DATA TO PROCESS

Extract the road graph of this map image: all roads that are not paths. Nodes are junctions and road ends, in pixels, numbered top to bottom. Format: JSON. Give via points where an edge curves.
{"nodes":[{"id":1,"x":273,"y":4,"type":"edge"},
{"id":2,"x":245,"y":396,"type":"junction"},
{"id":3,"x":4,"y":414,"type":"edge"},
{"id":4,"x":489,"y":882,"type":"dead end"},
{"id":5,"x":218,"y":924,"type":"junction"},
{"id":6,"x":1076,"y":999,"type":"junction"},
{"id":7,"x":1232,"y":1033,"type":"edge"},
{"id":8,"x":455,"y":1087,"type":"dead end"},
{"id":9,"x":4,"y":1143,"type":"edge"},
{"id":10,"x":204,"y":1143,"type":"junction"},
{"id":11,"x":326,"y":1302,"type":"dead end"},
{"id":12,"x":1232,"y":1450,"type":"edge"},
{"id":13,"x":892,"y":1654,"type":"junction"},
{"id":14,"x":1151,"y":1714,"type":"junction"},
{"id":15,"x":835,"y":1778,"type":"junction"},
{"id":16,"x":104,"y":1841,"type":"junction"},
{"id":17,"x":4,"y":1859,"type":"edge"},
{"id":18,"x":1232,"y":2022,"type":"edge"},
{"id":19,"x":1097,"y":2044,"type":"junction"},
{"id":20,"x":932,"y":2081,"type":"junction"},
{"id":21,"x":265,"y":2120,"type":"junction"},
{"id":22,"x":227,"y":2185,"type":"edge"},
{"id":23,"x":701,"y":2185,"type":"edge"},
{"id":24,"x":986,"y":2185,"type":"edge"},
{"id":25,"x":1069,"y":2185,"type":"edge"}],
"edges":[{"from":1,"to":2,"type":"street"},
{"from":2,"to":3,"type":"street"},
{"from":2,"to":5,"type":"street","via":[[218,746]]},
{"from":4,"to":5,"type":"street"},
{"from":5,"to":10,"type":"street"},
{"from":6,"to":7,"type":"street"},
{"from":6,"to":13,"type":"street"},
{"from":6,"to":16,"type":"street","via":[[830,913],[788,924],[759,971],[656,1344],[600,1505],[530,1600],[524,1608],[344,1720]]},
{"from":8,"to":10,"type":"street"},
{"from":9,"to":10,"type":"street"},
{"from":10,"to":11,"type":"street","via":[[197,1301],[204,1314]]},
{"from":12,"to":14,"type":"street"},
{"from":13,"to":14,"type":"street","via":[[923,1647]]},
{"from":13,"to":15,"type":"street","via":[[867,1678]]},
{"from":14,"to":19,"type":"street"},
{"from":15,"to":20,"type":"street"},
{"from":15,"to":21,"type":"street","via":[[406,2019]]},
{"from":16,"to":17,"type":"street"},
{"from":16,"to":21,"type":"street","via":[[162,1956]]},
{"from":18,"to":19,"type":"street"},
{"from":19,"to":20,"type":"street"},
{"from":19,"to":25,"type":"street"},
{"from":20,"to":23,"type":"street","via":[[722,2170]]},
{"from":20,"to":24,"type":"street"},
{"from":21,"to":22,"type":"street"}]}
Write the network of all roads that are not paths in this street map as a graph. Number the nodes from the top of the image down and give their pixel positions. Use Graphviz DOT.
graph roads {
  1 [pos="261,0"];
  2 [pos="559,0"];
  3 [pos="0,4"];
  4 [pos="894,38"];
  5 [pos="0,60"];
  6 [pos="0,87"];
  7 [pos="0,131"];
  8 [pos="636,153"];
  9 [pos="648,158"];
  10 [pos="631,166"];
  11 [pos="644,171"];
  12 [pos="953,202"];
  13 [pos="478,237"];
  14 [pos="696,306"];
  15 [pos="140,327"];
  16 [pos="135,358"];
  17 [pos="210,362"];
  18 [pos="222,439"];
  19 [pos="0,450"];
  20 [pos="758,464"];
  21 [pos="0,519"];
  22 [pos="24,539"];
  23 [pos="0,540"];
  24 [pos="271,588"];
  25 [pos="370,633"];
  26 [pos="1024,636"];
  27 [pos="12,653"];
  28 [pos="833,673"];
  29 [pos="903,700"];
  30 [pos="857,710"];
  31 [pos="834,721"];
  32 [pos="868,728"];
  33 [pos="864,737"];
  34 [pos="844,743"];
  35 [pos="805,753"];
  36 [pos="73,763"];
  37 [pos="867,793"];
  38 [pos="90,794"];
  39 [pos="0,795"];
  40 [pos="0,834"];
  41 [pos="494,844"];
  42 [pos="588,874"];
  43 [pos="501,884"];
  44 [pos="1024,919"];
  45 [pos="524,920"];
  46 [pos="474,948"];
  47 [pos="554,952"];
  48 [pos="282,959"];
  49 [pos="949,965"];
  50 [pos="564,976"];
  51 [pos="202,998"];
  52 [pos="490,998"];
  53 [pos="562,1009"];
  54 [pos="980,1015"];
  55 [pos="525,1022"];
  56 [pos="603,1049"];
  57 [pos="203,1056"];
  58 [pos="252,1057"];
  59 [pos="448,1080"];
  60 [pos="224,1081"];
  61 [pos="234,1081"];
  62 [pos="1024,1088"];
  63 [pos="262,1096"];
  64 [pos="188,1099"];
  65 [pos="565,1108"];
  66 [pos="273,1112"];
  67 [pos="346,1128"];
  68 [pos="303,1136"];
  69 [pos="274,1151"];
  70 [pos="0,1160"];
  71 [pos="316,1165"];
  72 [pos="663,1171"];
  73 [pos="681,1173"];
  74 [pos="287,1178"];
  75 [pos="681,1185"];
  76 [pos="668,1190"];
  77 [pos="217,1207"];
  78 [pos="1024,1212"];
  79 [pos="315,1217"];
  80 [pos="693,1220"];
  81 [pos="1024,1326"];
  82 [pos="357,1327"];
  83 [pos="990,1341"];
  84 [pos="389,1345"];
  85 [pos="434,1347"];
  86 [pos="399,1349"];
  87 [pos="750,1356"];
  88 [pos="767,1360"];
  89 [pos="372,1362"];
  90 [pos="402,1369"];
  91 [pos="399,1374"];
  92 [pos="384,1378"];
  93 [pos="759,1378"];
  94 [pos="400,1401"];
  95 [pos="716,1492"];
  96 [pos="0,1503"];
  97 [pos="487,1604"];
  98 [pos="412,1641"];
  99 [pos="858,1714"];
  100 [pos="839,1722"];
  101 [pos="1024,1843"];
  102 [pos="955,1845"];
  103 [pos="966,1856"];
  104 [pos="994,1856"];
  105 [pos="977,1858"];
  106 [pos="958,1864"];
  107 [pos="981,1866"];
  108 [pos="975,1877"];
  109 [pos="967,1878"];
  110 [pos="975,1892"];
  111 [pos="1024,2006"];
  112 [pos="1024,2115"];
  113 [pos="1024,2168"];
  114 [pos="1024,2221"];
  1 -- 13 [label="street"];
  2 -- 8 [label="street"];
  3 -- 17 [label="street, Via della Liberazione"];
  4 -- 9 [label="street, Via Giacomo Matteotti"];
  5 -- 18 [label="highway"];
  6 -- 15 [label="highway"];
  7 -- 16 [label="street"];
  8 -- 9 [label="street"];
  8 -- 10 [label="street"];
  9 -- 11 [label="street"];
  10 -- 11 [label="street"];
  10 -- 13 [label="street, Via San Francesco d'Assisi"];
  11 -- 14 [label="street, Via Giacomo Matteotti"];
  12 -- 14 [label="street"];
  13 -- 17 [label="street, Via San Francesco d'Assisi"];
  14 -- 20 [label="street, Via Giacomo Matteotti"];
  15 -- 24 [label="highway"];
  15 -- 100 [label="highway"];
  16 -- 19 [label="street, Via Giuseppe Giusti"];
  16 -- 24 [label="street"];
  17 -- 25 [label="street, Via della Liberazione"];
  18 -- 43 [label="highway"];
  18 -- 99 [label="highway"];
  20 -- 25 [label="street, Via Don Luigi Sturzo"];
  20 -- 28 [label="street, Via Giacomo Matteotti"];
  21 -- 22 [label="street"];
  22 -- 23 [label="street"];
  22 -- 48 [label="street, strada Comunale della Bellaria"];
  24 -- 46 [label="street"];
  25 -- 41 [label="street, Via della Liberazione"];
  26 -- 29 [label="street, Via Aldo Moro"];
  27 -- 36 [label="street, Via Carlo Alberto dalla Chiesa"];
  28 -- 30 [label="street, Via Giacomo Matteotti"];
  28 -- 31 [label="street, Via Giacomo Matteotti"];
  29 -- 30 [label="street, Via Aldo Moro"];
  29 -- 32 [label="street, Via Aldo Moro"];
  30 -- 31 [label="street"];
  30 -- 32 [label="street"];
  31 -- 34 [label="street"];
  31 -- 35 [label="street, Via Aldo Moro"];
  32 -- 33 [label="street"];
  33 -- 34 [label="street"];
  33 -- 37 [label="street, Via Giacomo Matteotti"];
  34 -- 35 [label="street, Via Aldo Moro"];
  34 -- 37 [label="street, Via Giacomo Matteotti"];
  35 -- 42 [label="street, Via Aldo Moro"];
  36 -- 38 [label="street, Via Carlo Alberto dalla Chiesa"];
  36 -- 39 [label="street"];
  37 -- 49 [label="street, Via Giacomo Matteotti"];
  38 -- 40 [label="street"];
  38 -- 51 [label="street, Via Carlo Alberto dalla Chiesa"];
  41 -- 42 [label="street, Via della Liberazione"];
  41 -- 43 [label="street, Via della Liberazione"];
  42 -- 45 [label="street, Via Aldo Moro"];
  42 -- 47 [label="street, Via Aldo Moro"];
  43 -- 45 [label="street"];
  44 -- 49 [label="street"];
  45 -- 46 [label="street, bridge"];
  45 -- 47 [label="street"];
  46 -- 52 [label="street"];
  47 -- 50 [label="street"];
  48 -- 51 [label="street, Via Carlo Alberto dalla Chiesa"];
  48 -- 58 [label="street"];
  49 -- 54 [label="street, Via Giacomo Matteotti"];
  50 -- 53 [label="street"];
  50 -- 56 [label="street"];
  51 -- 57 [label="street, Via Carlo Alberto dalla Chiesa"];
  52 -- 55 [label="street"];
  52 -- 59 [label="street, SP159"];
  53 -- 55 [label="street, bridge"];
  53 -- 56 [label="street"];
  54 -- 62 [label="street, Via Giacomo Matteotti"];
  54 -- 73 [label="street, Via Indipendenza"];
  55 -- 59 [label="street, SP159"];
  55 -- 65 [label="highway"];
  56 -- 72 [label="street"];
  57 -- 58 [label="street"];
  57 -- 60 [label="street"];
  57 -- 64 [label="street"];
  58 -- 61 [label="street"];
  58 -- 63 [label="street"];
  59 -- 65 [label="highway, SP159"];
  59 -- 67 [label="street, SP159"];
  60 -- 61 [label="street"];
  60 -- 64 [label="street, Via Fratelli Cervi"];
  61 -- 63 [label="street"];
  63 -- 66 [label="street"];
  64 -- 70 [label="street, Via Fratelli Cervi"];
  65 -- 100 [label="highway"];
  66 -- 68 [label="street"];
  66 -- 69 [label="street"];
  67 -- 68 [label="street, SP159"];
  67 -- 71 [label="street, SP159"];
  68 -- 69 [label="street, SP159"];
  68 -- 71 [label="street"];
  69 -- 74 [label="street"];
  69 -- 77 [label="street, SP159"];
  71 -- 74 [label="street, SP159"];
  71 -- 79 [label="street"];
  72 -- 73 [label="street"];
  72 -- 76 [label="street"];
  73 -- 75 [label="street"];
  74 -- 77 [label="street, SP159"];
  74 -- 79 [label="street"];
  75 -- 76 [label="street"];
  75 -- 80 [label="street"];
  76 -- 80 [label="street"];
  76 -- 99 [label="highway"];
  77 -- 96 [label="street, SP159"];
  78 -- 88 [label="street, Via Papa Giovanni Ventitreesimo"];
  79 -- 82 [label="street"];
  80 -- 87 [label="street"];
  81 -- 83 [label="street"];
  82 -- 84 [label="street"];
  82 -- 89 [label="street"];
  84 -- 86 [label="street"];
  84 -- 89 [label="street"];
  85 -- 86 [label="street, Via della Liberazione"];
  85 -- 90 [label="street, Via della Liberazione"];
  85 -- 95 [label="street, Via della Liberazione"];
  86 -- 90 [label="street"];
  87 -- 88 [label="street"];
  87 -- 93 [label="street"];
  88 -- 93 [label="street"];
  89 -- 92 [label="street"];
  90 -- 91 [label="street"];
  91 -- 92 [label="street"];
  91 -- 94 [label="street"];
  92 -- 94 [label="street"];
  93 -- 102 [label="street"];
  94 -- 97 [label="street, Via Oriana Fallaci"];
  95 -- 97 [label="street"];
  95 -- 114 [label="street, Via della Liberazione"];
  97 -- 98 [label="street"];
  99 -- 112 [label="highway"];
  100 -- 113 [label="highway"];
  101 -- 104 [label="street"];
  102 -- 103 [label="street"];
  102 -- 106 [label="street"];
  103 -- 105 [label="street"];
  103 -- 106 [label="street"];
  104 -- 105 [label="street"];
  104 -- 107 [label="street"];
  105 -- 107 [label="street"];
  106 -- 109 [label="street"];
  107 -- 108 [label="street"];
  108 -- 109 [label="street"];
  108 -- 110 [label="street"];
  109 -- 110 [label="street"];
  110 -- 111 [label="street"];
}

ASSIGNED TASK
Identify the lines above that contain the word "Chiesa", then copy them.

OUTPUT OF THE EXERCISE
  27 -- 36 [label="street, Via Carlo Alberto dalla Chiesa"];
  36 -- 38 [label="street, Via Carlo Alberto dalla Chiesa"];
  38 -- 51 [label="street, Via Carlo Alberto dalla Chiesa"];
  48 -- 51 [label="street, Via Carlo Alberto dalla Chiesa"];
  51 -- 57 [label="street, Via Carlo Alberto dalla Chiesa"];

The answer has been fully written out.